WHAT IS NEEDED:
Make an exact copy of the records, with the pictures left out.

RECORDS SUPPLIED:

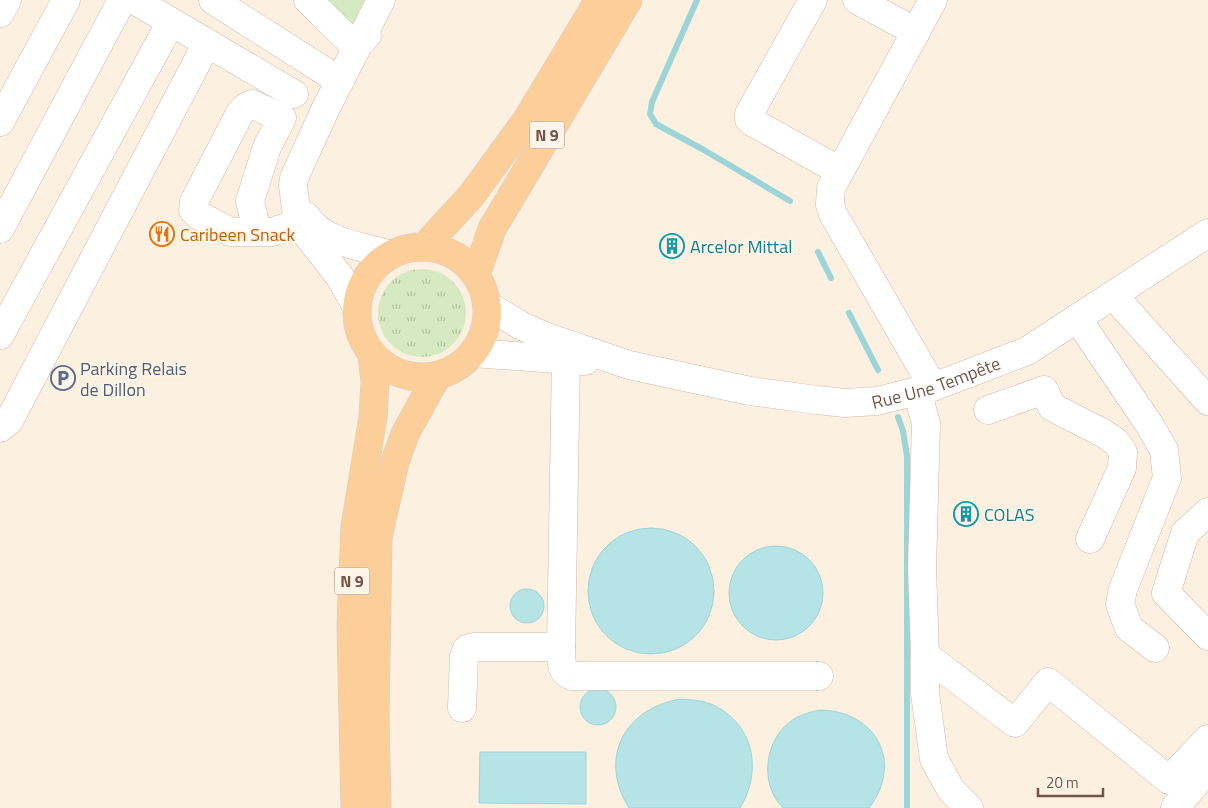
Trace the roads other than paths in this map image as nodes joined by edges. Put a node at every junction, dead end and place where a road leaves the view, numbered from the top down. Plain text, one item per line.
1 (7, 0) edge
2 (66, 0) edge
3 (122, 0) edge
4 (134, 0) edge
5 (213, 0) edge
6 (308, 0) edge
7 (381, 0) edge
8 (397, 0) edge
9 (599, 0) edge
10 (628, 0) edge
11 (814, 0) edge
12 (857, 0) edge
13 (934, 0) edge
14 (0, 13) edge
15 (171, 22) junction
16 (916, 32) junction
17 (207, 42) junction
18 (356, 47) junction
19 (340, 82) junction
20 (294, 94) junction
21 (325, 110) junction
22 (282, 118) junction
23 (0, 122) edge
24 (840, 171) junction
25 (296, 211) junction
26 (0, 229) edge
27 (257, 232) junction
28 (1208, 233) edge
29 (424, 247) junction
30 (391, 254) junction
31 (476, 275) junction
32 (1113, 295) junction
33 (487, 305) junction
34 (357, 307) junction
35 (1077, 318) junction
36 (0, 335) edge
37 (1027, 351) junction
38 (473, 354) junction
39 (372, 355) junction
40 (566, 359) junction
41 (629, 365) junction
42 (437, 376) junction
43 (925, 389) junction
44 (1044, 390) junction
45 (1208, 401) edge
46 (988, 410) dead end
47 (0, 428) edge
48 (1208, 512) edge
49 (1090, 539) dead end
50 (1208, 636) edge
51 (561, 647) junction
52 (1155, 648) dead end
53 (925, 655) junction
54 (819, 676) dead end
55 (462, 708) dead end
56 (1208, 738) edge
57 (1208, 769) edge
58 (355, 808) edge
59 (377, 808) edge
60 (969, 808) edge
61 (1175, 808) edge

1 - 14 street
2 - 23 street
3 - 26 street
4 - 15 street
5 - 19 street
6 - 18 street
7 - 18 street
8 - 18 street
9 - 29 main road, N 9
10 - 31 main road, N 9
11 - 24 street
12 - 16 street
13 - 16 street
15 - 17 street
15 - 36 street
16 - 24 street
17 - 20 street
17 - 47 street
18 - 19 street
19 - 21 street
20 - 21 street
20 - 22 street
21 - 25 street
22 - 27 street
22 - 27 street
24 - 43 street
25 - 27 street
25 - 30 street
25 - 34 street
28 - 32 street, Rue Une Tempête
29 - 30 main road
29 - 31 main road
30 - 34 main road
31 - 33 main road
32 - 35 street, Rue Une Tempête
32 - 45 street
33 - 38 main road
33 - 41 street, Rue Une Tempête
34 - 39 main road
35 - 37 street, Rue Une Tempête
35 - 52 street
37 - 43 street, Rue Une Tempête
37 - 44 street
38 - 40 street, Rue Une Tempête
38 - 42 main road
39 - 42 main road
39 - 58 main road, N 9
40 - 41 street, Rue Une Tempête
40 - 51 street
41 - 43 street, Rue Une Tempête
42 - 59 main road, N 9
43 - 53 street
44 - 46 street
44 - 49 street
48 - 50 street
51 - 54 street
51 - 55 street
53 - 56 street
53 - 60 street
57 - 61 street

TASK ANSWER:
Trace the roads other than paths in this map image as nodes joined by edges. Put a node at every junction, dead end and place where a road leaves the view, numbered from the top down. Plain text, one item per line.
1 (7, 0) edge
2 (66, 0) edge
3 (122, 0) edge
4 (134, 0) edge
5 (213, 0) edge
6 (308, 0) edge
7 (381, 0) edge
8 (397, 0) edge
9 (599, 0) edge
10 (628, 0) edge
11 (814, 0) edge
12 (857, 0) edge
13 (934, 0) edge
14 (0, 13) edge
15 (171, 22) junction
16 (916, 32) junction
17 (207, 42) junction
18 (356, 47) junction
19 (340, 82) junction
20 (294, 94) junction
21 (325, 110) junction
22 (282, 118) junction
23 (0, 122) edge
24 (840, 171) junction
25 (296, 211) junction
26 (0, 229) edge
27 (257, 232) junction
28 (1208, 233) edge
29 (424, 247) junction
30 (391, 254) junction
31 (476, 275) junction
32 (1113, 295) junction
33 (487, 305) junction
34 (357, 307) junction
35 (1077, 318) junction
36 (0, 335) edge
37 (1027, 351) junction
38 (473, 354) junction
39 (372, 355) junction
40 (566, 359) junction
41 (629, 365) junction
42 (437, 376) junction
43 (925, 389) junction
44 (1044, 390) junction
45 (1208, 401) edge
46 (988, 410) dead end
47 (0, 428) edge
48 (1208, 512) edge
49 (1090, 539) dead end
50 (1208, 636) edge
51 (561, 647) junction
52 (1155, 648) dead end
53 (925, 655) junction
54 (819, 676) dead end
55 (462, 708) dead end
56 (1208, 738) edge
57 (1208, 769) edge
58 (355, 808) edge
59 (377, 808) edge
60 (969, 808) edge
61 (1175, 808) edge

1 - 14 street
2 - 23 street
3 - 26 street
4 - 15 street
5 - 19 street
6 - 18 street
7 - 18 street
8 - 18 street
9 - 29 main road, N 9
10 - 31 main road, N 9
11 - 24 street
12 - 16 street
13 - 16 street
15 - 17 street
15 - 36 street
16 - 24 street
17 - 20 street
17 - 47 street
18 - 19 street
19 - 21 street
20 - 21 street
20 - 22 street
21 - 25 street
22 - 27 street
22 - 27 street
24 - 43 street
25 - 27 street
25 - 30 street
25 - 34 street
28 - 32 street, Rue Une Tempête
29 - 30 main road
29 - 31 main road
30 - 34 main road
31 - 33 main road
32 - 35 street, Rue Une Tempête
32 - 45 street
33 - 38 main road
33 - 41 street, Rue Une Tempête
34 - 39 main road
35 - 37 street, Rue Une Tempête
35 - 52 street
37 - 43 street, Rue Une Tempête
37 - 44 street
38 - 40 street, Rue Une Tempête
38 - 42 main road
39 - 42 main road
39 - 58 main road, N 9
40 - 41 street, Rue Une Tempête
40 - 51 street
41 - 43 street, Rue Une Tempête
42 - 59 main road, N 9
43 - 53 street
44 - 46 street
44 - 49 street
48 - 50 street
51 - 54 street
51 - 55 street
53 - 56 street
53 - 60 street
57 - 61 street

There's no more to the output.